Although one of its inflammatory bowel disease targets has already garnered the attention of a big pharma, Cequent Pharmaceuticals expects its IBD program will advance into the clinic first with an RNAi molecule against a proprietary target, a company official told RNAi News this week.

Meanwhile, the company remains on track with its more advanced familial adenomatous polyposis drug, CEQ508, and plans to file within the next two weeks an investigational new drug application to begin testing it in humans, according to Cequent President and CEO Peter Parker.

In 2007, as part of an investment deal with the Novartis Option Fund, Cequent gave Novartis an option to acquire its lead IBD candidate (see RNAi News, 7/21/2007).

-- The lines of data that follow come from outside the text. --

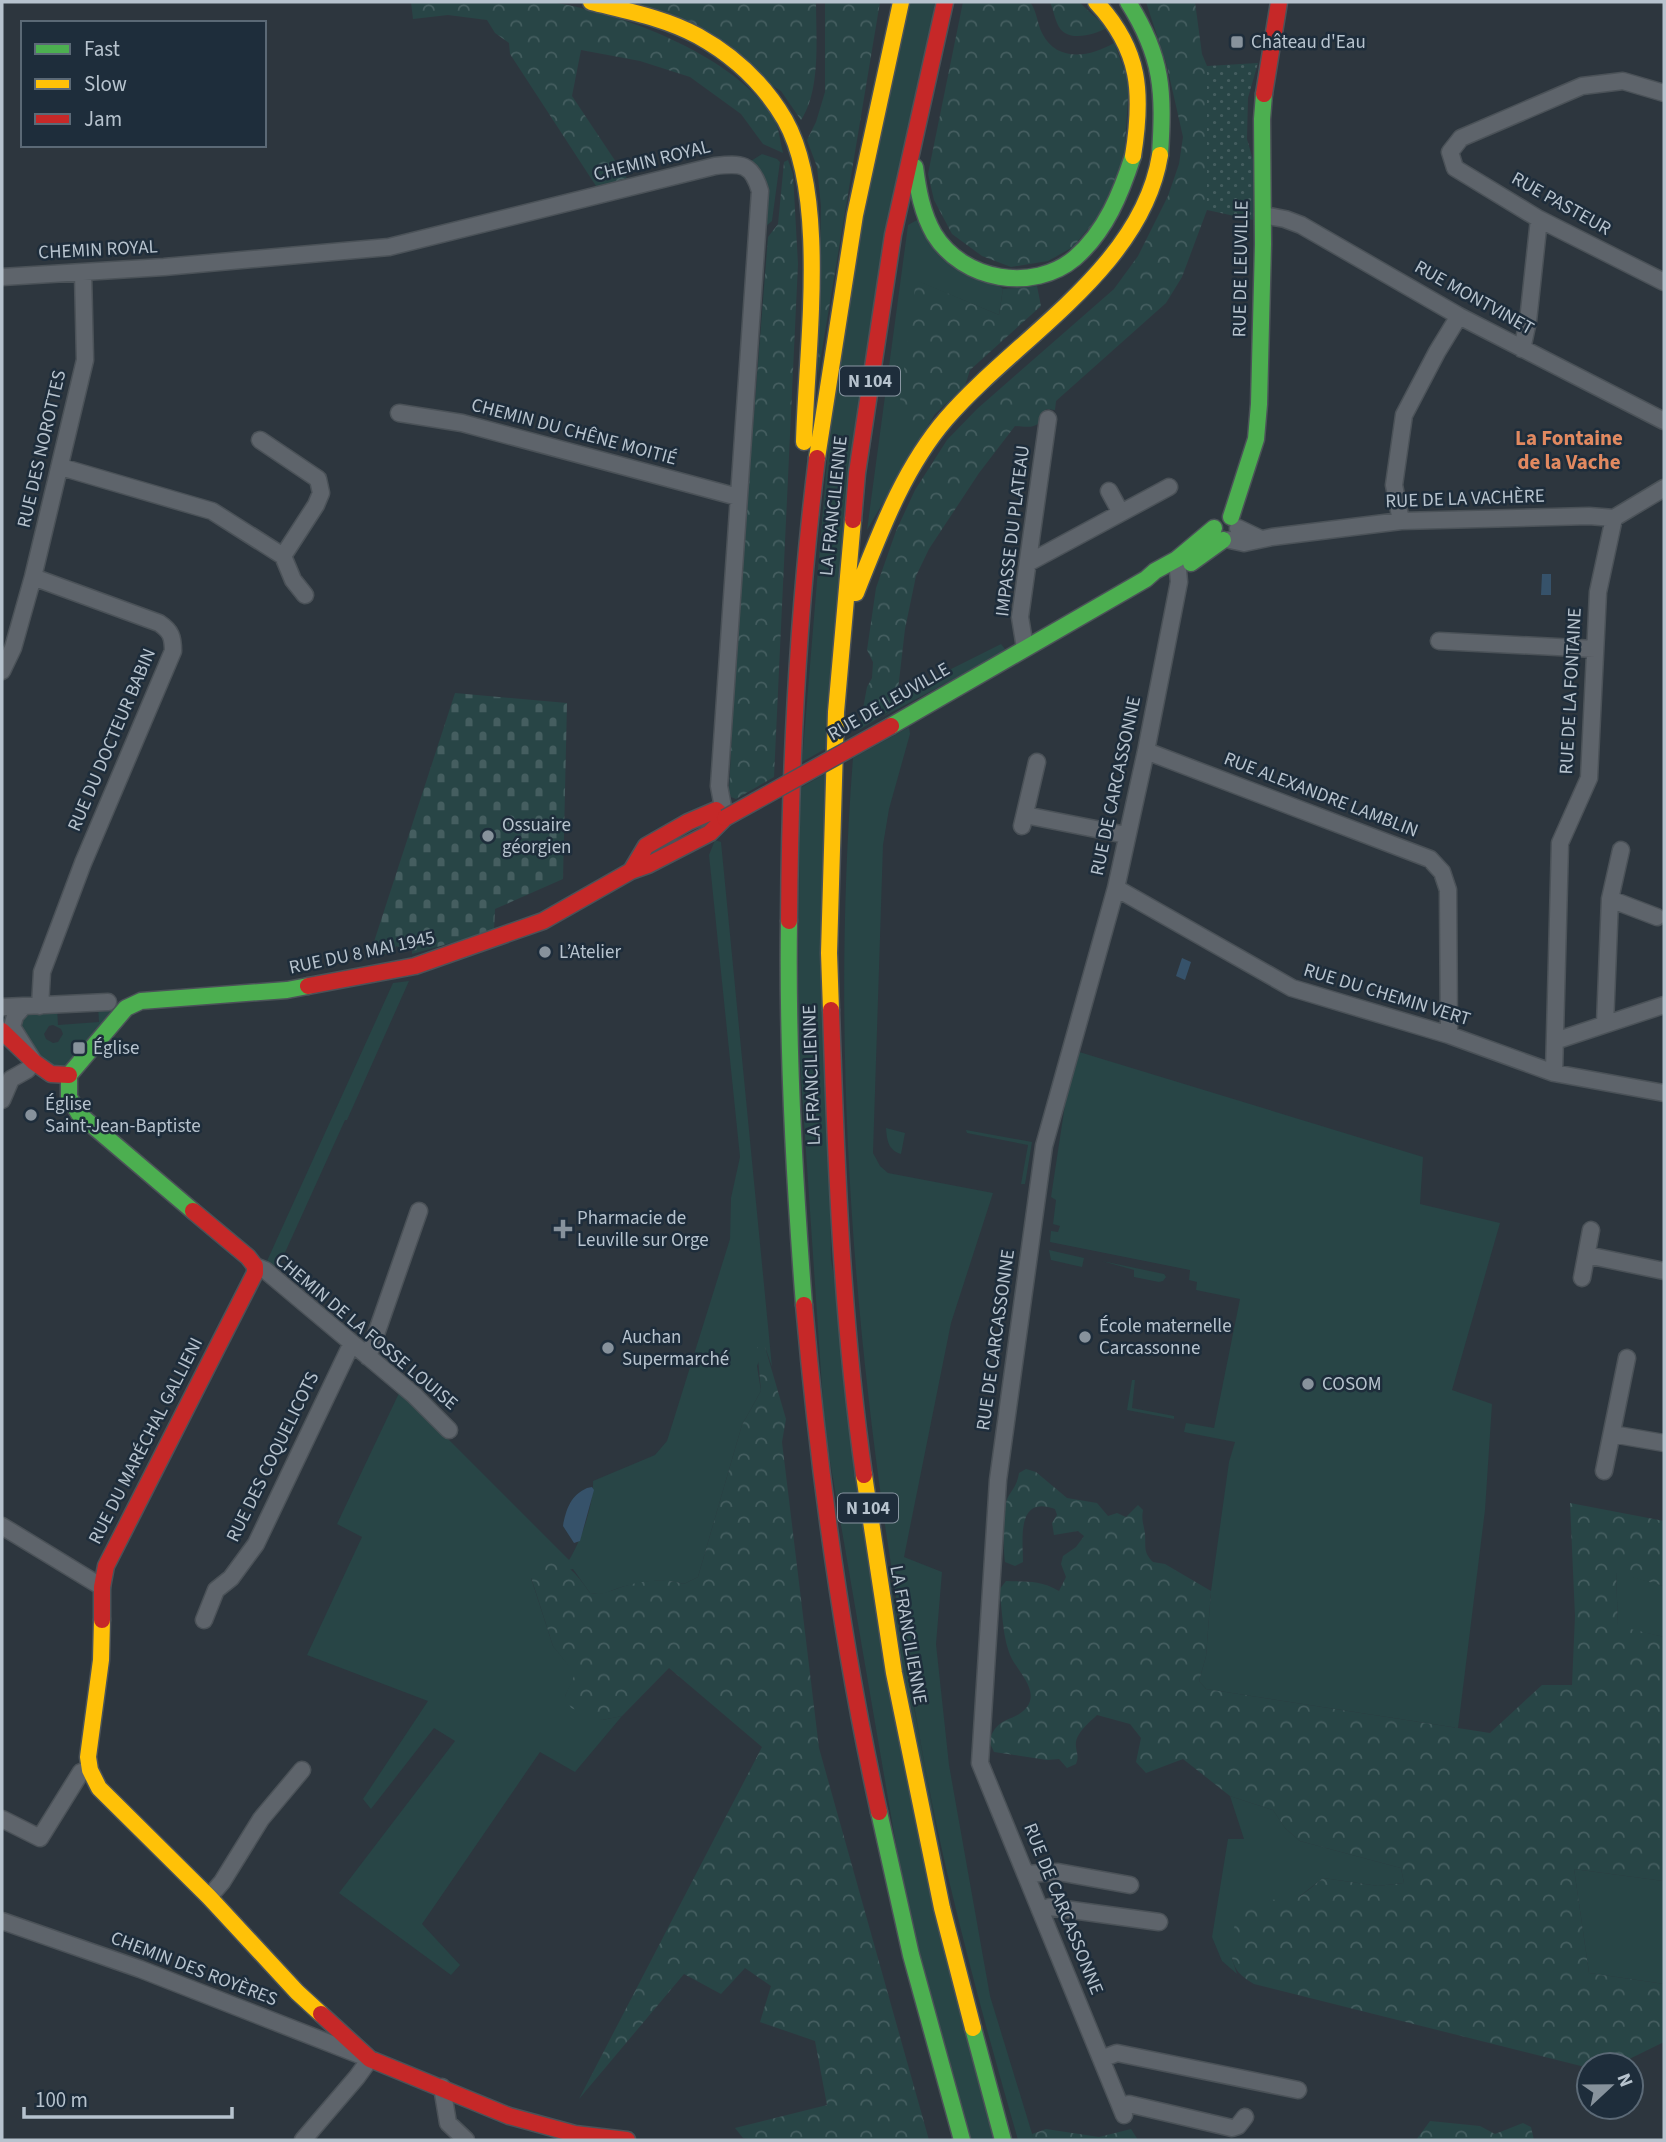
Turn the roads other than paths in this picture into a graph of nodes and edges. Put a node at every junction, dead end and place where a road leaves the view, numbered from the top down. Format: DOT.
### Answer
graph roads {
  1 [pos="591,2"];
  2 [pos="901,2"];
  3 [pos="945,2"];
  4 [pos="1096,2"];
  5 [pos="1279,2"];
  6 [pos="1288,2"];
  7 [pos="1132,5"];
  8 [pos="1278,19"];
  9 [pos="1664,93"];
  10 [pos="913,143"];
  11 [pos="1263,215"];
  12 [pos="1539,219"];
  13 [pos="83,273"];
  14 [pos="2,277"];
  15 [pos="1664,282"];
  16 [pos="1459,316"];
  17 [pos="1522,349"];
  18 [pos="399,413"];
  19 [pos="1048,419"];
  20 [pos="1664,421"];
  21 [pos="260,440"];
  22 [pos="61,467"];
  23 [pos="1169,487"];
  24 [pos="1664,488"];
  25 [pos="1109,491"];
  26 [pos="738,497"];
  27 [pos="1121,513"];
  28 [pos="1614,518"];
  29 [pos="1401,521"];
  30 [pos="1227,531"];
  31 [pos="283,556"];
  32 [pos="1028,563"];
  33 [pos="1177,565"];
  34 [pos="33,577"];
  35 [pos="305,595"];
  36 [pos="801,612"];
  37 [pos="844,622"];
  38 [pos="1439,641"];
  39 [pos="1025,648"];
  40 [pos="1595,649"];
  41 [pos="2,671"];
  42 [pos="1146,751"];
  43 [pos="1037,762"];
  44 [pos="725,818"];
  45 [pos="1126,835"];
  46 [pos="1621,850"];
  47 [pos="1116,888"];
  48 [pos="1610,899"];
  49 [pos="1657,918"];
  50 [pos="108,1002"];
  51 [pos="1664,1004"];
  52 [pos="32,1006"];
  53 [pos="2,1007"];
  54 [pos="1605,1024"];
  55 [pos="2,1031"];
  56 [pos="1449,1035"];
  57 [pos="1555,1041"];
  58 [pos="34,1062"];
  59 [pos="1554,1073"];
  60 [pos="69,1075"];
  61 [pos="1664,1093"];
  62 [pos="2,1100"];
  63 [pos="419,1212"];
  64 [pos="1591,1230"];
  65 [pos="1587,1255"];
  66 [pos="255,1266"];
  67 [pos="1664,1271"];
  68 [pos="1582,1278"];
  69 [pos="352,1343"];
  70 [pos="368,1357"];
  71 [pos="1627,1358"];
  72 [pos="449,1430"];
  73 [pos="1612,1434"];
  74 [pos="1664,1444"];
  75 [pos="1604,1471"];
  76 [pos="2,1526"];
  77 [pos="102,1587"];
  78 [pos="204,1620"];
  79 [pos="90,1769"];
  80 [pos="302,1770"];
  81 [pos="2,1819"];
  82 [pos="1026,1874"];
  83 [pos="1130,1885"];
  84 [pos="208,1898"];
  85 [pos="1040,1910"];
  86 [pos="2,1921"];
  87 [pos="1158,1922"];
  88 [pos="370,2059"];
  89 [pos="1101,2059"];
  90 [pos="442,2087"];
  91 [pos="1298,2090"];
  92 [pos="1245,2117"];
  93 [pos="303,2140"];
  94 [pos="466,2140"];
  95 [pos="627,2140"];
  96 [pos="962,2140"];
  97 [pos="1003,2140"];
  1 -- 36 [label="main road"];
  2 -- 36 [label="main road, LA FRANCILIENNE / N 104"];
  3 -- 10 [label="main road, LA FRANCILIENNE / N 104"];
  4 -- 10 [label="main road"];
  5 -- 8 [label="main road, RUE DE LEUVILLE"];
  6 -- 8 [label="main road, RUE DE LEUVILLE"];
  7 -- 37 [label="main road"];
  8 -- 11 [label="main road, RUE DE LEUVILLE"];
  9 -- 12 [label="street, RUE PASTEUR"];
  10 -- 37 [label="main road, LA FRANCILIENNE / N 104"];
  11 -- 16 [label="street, RUE MONTVINET"];
  11 -- 30 [label="main road, RUE DE LEUVILLE"];
  12 -- 15 [label="street, RUE PASTEUR"];
  12 -- 17 [label="street"];
  13 -- 14 [label="street, CHEMIN ROYAL"];
  13 -- 22 [label="street, RUE DES NOROTTES"];
  13 -- 26 [label="street, CHEMIN ROYAL"];
  16 -- 17 [label="street, RUE MONTVINET"];
  16 -- 29 [label="street"];
  17 -- 20 [label="street, RUE MONTVINET"];
  18 -- 26 [label="street, CHEMIN DU CHÊNE MOITIÉ"];
  19 -- 32 [label="street, IMPASSE DU PLATEAU"];
  21 -- 31 [label="street"];
  22 -- 31 [label="street"];
  22 -- 34 [label="street, RUE DES NOROTTES"];
  23 -- 27 [label="street"];
  24 -- 28 [label="street"];
  25 -- 27 [label="street"];
  26 -- 44 [label="street, CHEMIN ROYAL"];
  27 -- 32 [label="street"];
  28 -- 29 [label="street, RUE DE LA VACHÈRE"];
  28 -- 40 [label="street, RUE DE LA FONTAINE"];
  29 -- 30 [label="street, RUE DE LA VACHÈRE"];
  30 -- 33 [label="main road, RUE DE LEUVILLE"];
  31 -- 35 [label="street"];
  32 -- 39 [label="street, IMPASSE DU PLATEAU"];
  33 -- 39 [label="main road, RUE DE LEUVILLE"];
  33 -- 42 [label="street, RUE DE CARCASSONNE"];
  34 -- 41 [label="street, RUE DES NOROTTES"];
  34 -- 52 [label="street, RUE DU DOCTEUR BABIN"];
  36 -- 96 [label="main road, LA FRANCILIENNE / N 104"];
  37 -- 97 [label="main road, LA FRANCILIENNE / N 104"];
  38 -- 40 [label="street"];
  39 -- 44 [label="main road, RUE DE LEUVILLE, bridge"];
  40 -- 57 [label="street, RUE DE LA FONTAINE"];
  42 -- 45 [label="street, RUE DE CARCASSONNE"];
  42 -- 56 [label="street, RUE ALEXANDRE LAMBLIN"];
  43 -- 45 [label="street"];
  44 -- 60 [label="main road, RUE DU 8 MAI 1945"];
  45 -- 47 [label="street, RUE DE CARCASSONNE"];
  46 -- 48 [label="street"];
  47 -- 56 [label="street, RUE DU CHEMIN VERT"];
  47 -- 82 [label="street, RUE DE CARCASSONNE"];
  48 -- 49 [label="street"];
  48 -- 54 [label="street"];
  50 -- 52 [label="street"];
  51 -- 54 [label="street"];
  52 -- 53 [label="street"];
  52 -- 58 [label="street"];
  54 -- 57 [label="street"];
  55 -- 58 [label="main road"];
  56 -- 59 [label="street, RUE DU CHEMIN VERT"];
  57 -- 59 [label="street, RUE DE LA FONTAINE"];
  58 -- 60 [label="main road"];
  58 -- 62 [label="street"];
  59 -- 61 [label="street, RUE DU CHEMIN VERT"];
  60 -- 66 [label="main road"];
  63 -- 70 [label="street"];
  64 -- 65 [label="street"];
  65 -- 67 [label="street"];
  65 -- 68 [label="street"];
  66 -- 69 [label="street, CHEMIN DE LA FOSSE LOUISE"];
  66 -- 77 [label="main road, RUE DU MARÉCHAL GALLIENI"];
  69 -- 70 [label="street, CHEMIN DE LA FOSSE LOUISE"];
  69 -- 78 [label="street, RUE DES COQUELICOTS"];
  70 -- 72 [label="street, CHEMIN DE LA FOSSE LOUISE"];
  71 -- 73 [label="street"];
  73 -- 74 [label="street"];
  73 -- 75 [label="street"];
  76 -- 77 [label="street"];
  77 -- 79 [label="main road, RUE DU MARÉCHAL GALLIENI"];
  79 -- 81 [label="street"];
  79 -- 84 [label="main road"];
  80 -- 84 [label="street"];
  82 -- 83 [label="street"];
  82 -- 85 [label="street, RUE DE CARCASSONNE"];
  84 -- 88 [label="main road"];
  85 -- 87 [label="street"];
  85 -- 89 [label="street, RUE DE CARCASSONNE"];
  86 -- 88 [label="street, CHEMIN DES ROYÈRES"];
  88 -- 90 [label="main road"];
  88 -- 93 [label="street"];
  89 -- 91 [label="street"];
  89 -- 92 [label="street, RUE DE CARCASSONNE"];
  90 -- 94 [label="street"];
  90 -- 95 [label="main road"];
}
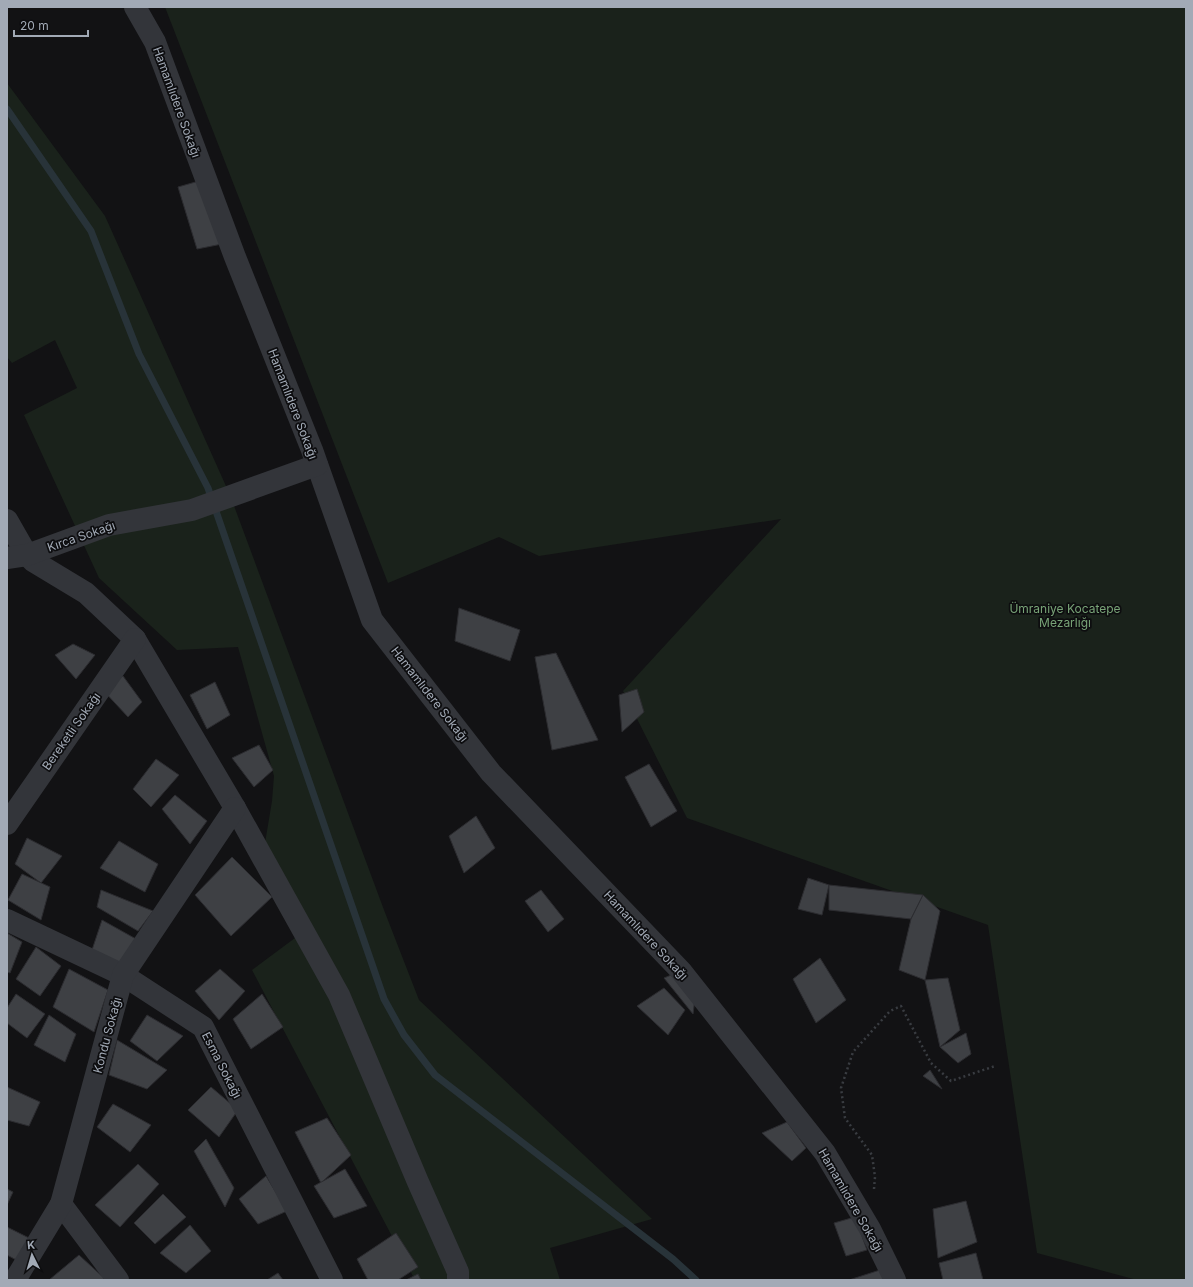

The first point at which Novartis could exercise that option — the selection of a lead target — occurred this summer, although the drugs giant has yet to do so.

The backing of such a big player in the pharmaceutical space, especially one that has already made significant investments in therapeutic RNAi (see RNAi News, 7/23/2009), would be a shot in the arm to any drug-development program. But Parker said that he expects Cequent's in-house IBD efforts to yield a clinical candidate before the work with Novartis, in part because of how focused his company is on the program.

"We think one of our internal candidates would move into the clinic first, just because we're in control of exactly what we have to do," he said. Additionally, the Novartis target, which remains undisclosed, is an unconventional one, according to Parker, making the road to actually formalizing a partnership a little rocky.

In contrast, the IBD targets being explored internally at Cequent are "so well-known that we think we'd have an easier time having people understand [them] … in terms of partnering," Parker explained, adding that the company is intent on forging multiple alliances within the IBD area.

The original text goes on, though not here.